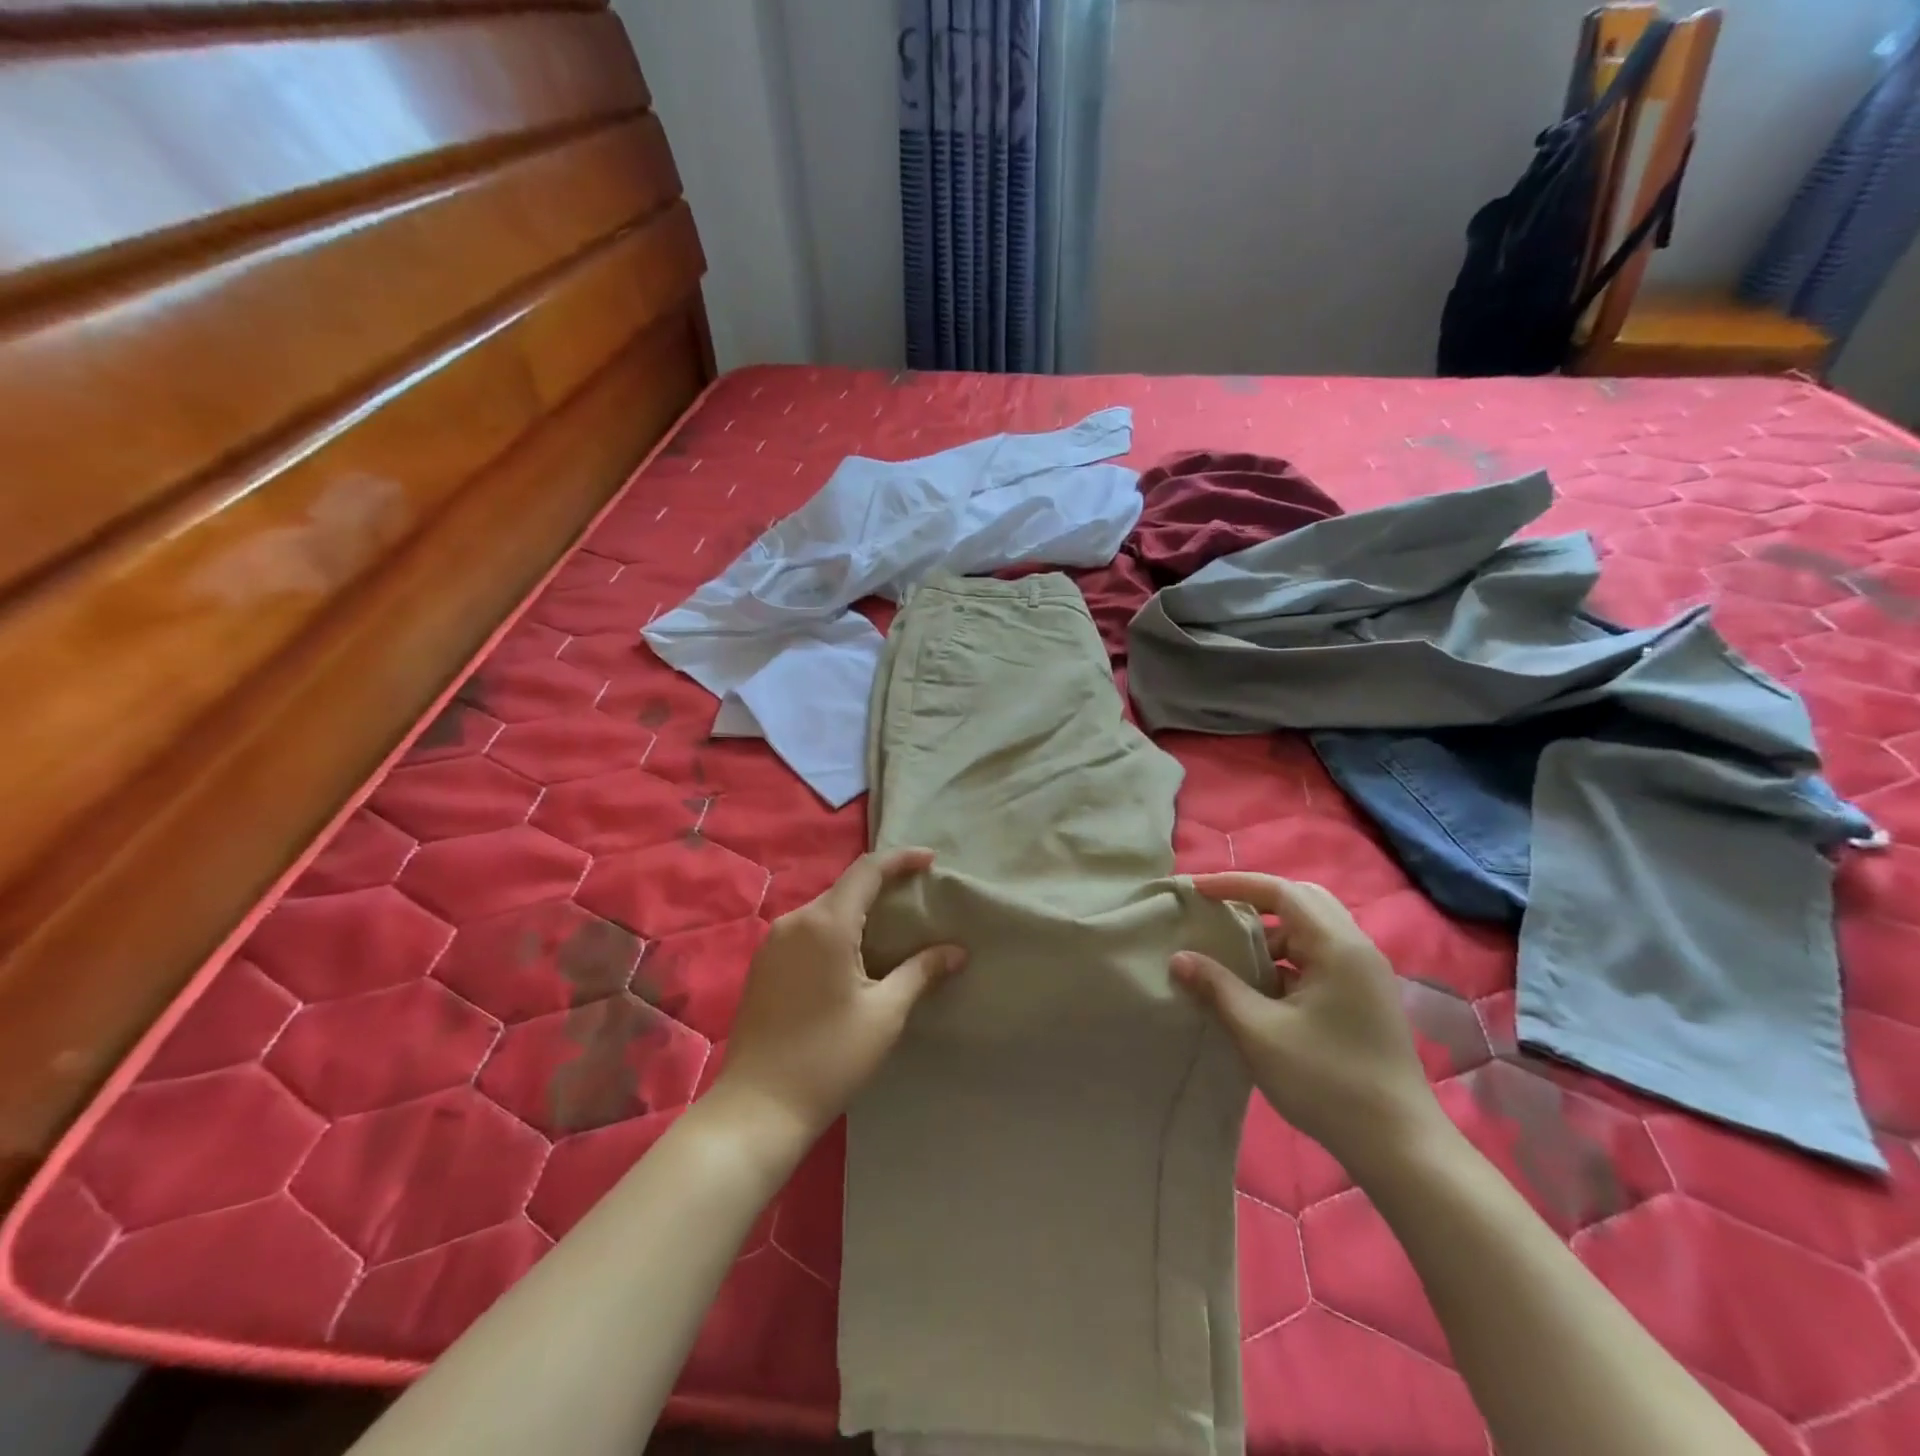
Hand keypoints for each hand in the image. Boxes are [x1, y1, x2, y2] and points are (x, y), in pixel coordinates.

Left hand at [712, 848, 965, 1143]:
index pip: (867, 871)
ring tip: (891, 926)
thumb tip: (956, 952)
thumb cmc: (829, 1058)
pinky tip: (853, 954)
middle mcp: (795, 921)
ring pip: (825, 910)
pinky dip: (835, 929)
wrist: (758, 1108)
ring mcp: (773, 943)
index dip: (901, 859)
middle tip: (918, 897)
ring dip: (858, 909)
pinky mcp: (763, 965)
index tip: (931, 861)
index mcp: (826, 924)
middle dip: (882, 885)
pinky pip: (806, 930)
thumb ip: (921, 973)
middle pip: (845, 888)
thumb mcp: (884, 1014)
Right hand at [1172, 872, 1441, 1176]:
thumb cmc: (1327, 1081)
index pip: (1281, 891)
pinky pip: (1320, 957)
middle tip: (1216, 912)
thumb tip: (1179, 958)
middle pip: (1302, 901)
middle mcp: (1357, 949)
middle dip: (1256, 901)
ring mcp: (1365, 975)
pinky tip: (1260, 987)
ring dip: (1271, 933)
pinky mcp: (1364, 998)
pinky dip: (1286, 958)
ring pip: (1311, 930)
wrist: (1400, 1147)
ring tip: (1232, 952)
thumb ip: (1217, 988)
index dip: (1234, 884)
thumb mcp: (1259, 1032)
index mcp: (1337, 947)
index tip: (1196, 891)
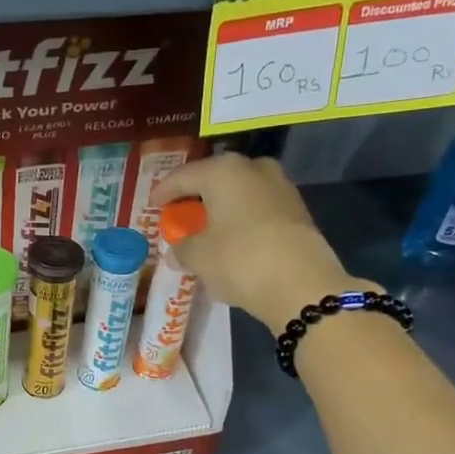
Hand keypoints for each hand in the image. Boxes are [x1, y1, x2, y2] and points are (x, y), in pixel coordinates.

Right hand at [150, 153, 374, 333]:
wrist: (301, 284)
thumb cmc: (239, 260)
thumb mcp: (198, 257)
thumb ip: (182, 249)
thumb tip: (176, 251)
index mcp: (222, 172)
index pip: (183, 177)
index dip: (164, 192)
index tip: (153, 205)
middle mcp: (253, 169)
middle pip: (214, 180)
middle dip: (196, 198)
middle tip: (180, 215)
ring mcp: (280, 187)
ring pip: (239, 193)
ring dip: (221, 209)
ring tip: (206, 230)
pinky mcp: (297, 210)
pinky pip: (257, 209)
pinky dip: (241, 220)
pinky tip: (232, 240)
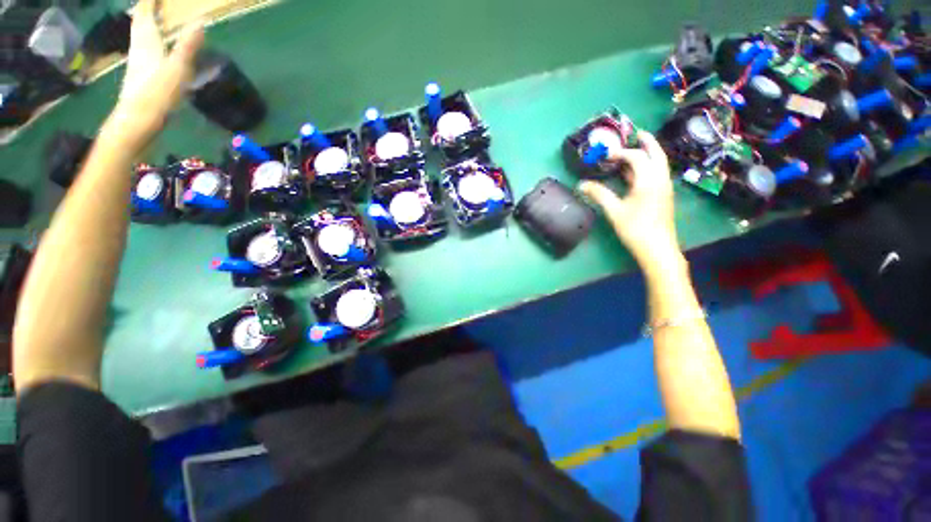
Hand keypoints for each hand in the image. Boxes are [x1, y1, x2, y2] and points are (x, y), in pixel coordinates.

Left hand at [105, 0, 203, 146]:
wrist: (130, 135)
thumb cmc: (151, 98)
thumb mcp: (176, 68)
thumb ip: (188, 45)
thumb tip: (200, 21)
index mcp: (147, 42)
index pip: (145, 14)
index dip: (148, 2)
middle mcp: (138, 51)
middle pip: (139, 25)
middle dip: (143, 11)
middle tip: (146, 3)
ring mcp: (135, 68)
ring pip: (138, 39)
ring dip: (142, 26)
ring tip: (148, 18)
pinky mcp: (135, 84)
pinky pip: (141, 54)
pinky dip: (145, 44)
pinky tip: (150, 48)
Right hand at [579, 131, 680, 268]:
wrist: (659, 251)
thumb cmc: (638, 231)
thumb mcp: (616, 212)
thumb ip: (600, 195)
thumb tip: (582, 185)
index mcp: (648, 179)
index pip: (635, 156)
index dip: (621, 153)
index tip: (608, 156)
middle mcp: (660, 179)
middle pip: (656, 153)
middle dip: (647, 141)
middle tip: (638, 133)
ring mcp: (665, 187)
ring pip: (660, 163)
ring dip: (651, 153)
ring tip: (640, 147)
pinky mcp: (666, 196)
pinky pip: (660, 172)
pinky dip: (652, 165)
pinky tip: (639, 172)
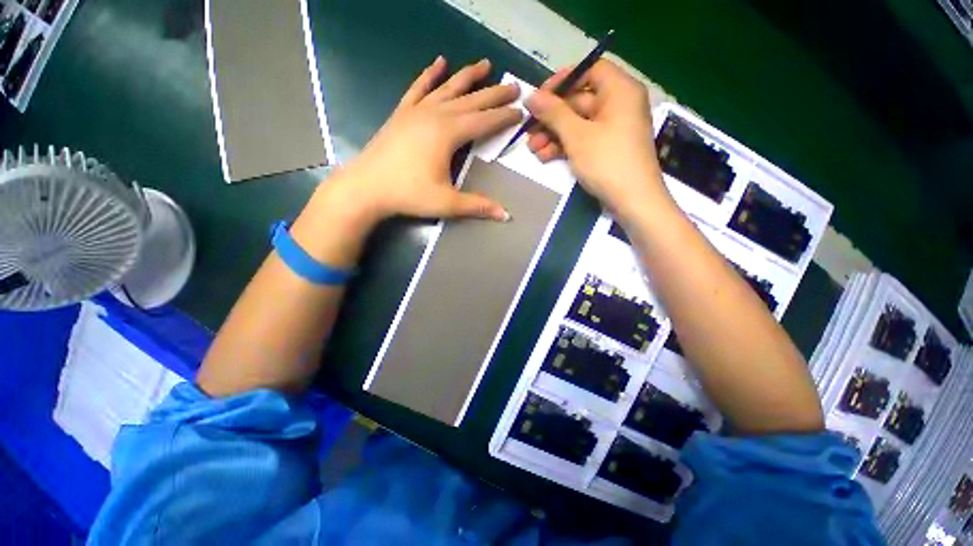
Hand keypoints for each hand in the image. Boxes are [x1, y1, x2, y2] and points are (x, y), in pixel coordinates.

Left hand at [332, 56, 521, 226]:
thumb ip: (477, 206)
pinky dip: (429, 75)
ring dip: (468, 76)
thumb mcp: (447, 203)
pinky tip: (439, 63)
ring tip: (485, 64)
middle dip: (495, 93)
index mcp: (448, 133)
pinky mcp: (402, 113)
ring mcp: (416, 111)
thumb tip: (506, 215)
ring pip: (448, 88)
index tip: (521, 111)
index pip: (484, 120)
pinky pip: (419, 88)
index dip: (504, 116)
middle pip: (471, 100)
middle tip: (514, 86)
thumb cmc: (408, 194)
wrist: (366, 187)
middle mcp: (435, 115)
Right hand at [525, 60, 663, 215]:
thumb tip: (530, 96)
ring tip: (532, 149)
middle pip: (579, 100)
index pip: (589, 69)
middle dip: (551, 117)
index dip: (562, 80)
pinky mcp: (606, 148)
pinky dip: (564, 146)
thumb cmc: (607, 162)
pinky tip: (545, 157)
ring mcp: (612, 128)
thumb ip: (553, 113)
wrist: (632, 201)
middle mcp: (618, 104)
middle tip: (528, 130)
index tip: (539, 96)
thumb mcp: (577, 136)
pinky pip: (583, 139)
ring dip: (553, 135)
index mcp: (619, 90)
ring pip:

Task item: Scan the material above. Extract every line in which the word "Left" occurs.

Exercise response:
Left hand at [712, 848, 965, 1143]:
Left hand at [105, 0, 203, 146]:
Left hand at [332, 56, 521, 226]:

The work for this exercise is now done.